The challenge of such costs on producers of low-priced clothing is clear.
In June, Asos warned that higher return rates would sharply reduce profits in the current year, sending its shares to their lowest level in more than a decade.
Boohoo’s finance director, Neil Catto, recently said group sales in the first quarter to the end of May rose 9 percent before returns — but fell 8 percent after returns were included.
Returns have always been more difficult and expensive to process than outbound orders, according to James Hyde, co-founder of James & James Fulfillment.
“With outbound picking everything is the same size and shape, it’s bagged, tagged and the whole process is easy to automate,” he said. But product comes back “in no particular order, it has no bar codes, it is very hard to predict or automate”.
The post-pandemic environment has amplified the problem. Prices for freight and labor have risen, while the number of garments being sent back has increased as shoppers have pivoted from relaxed-fit product lines to workwear and going-out clothes that require more precise sizing.
“As the cost of shipping has increased, we’ve had to look at where we can adapt without compromising what our customers love most,” Boohoo said last week. It added that the returns charge would allow it to “continue to offer great prices and products.” . . in a more sustainable way.”
Environmental issues are also a big consideration, given that 10 to 25 percent of returned items are believed to end up as waste, often in landfill.

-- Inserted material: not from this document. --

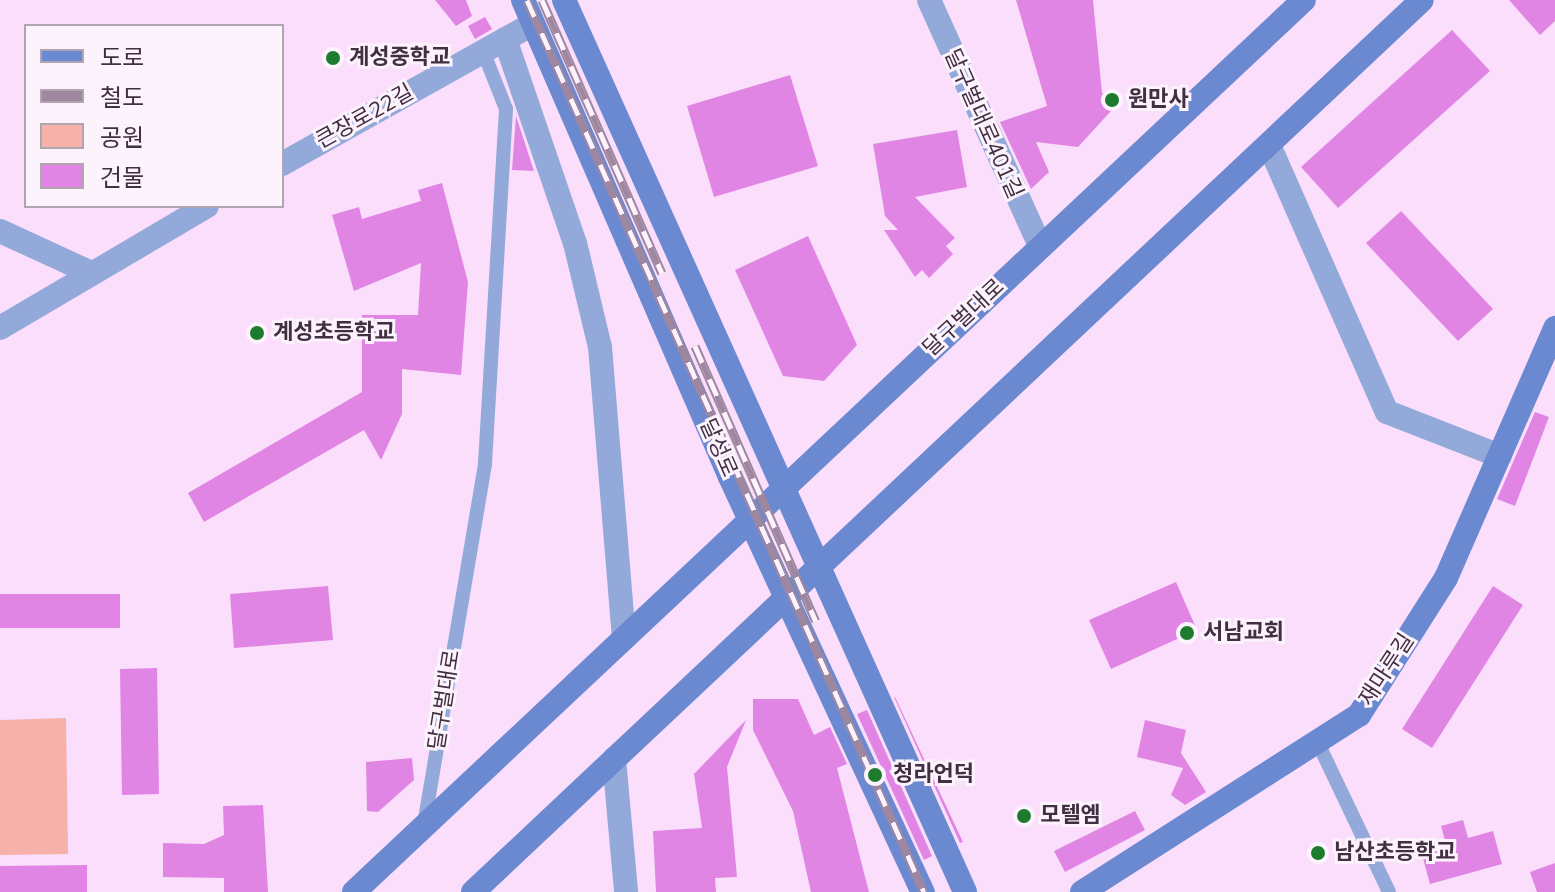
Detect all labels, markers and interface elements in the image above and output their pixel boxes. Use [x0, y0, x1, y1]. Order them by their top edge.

There is tacit acceptance that retailers cannot do much to speed up return processing or make it cheaper. Hyde said for that reason “most technological innovation is focused on reducing returns rather than making the processing more efficient.”
Gerrie added that retailers were making more effort to “save the sale” by offering exchanges or refunding to gift cards rather than in cash. Products sold to overseas consumers were increasingly being returned and resold in those countries, rather than shipped back to the UK.
Balchandani said some retailers had invested in technology such as algorithmic fit predictors and analyzed transaction data to see what customers have kept and returned in the past.
Chains with store networks are incentivizing returns to shops. Around four out of every five items returned at Next go back to a store, which saves some transport and processing costs.
Retailers are also promoting Amazon Prime-type delivery subscriptions. While customers of Boohoo Premium, Asos Premier or Next Unlimited typically return more items, they also tend to shop more frequently and spend more at each transaction.
Some retailers are having to take more punitive action to reduce returns.
In 2019, Asos began sending warning letters to “serial returners” and reserves the right to suspend their accounts.
Gerrie said some retailers had stopped sending promotional emails to customers who returned a lot of items.
But the ultimate curtailer of returns could be an economic downturn. Asos chief operating officer Mat Dunn told analysts last month that the company would soon know whether customers who were currently returning more items would end up just buying less in the first place as the cost of living hit.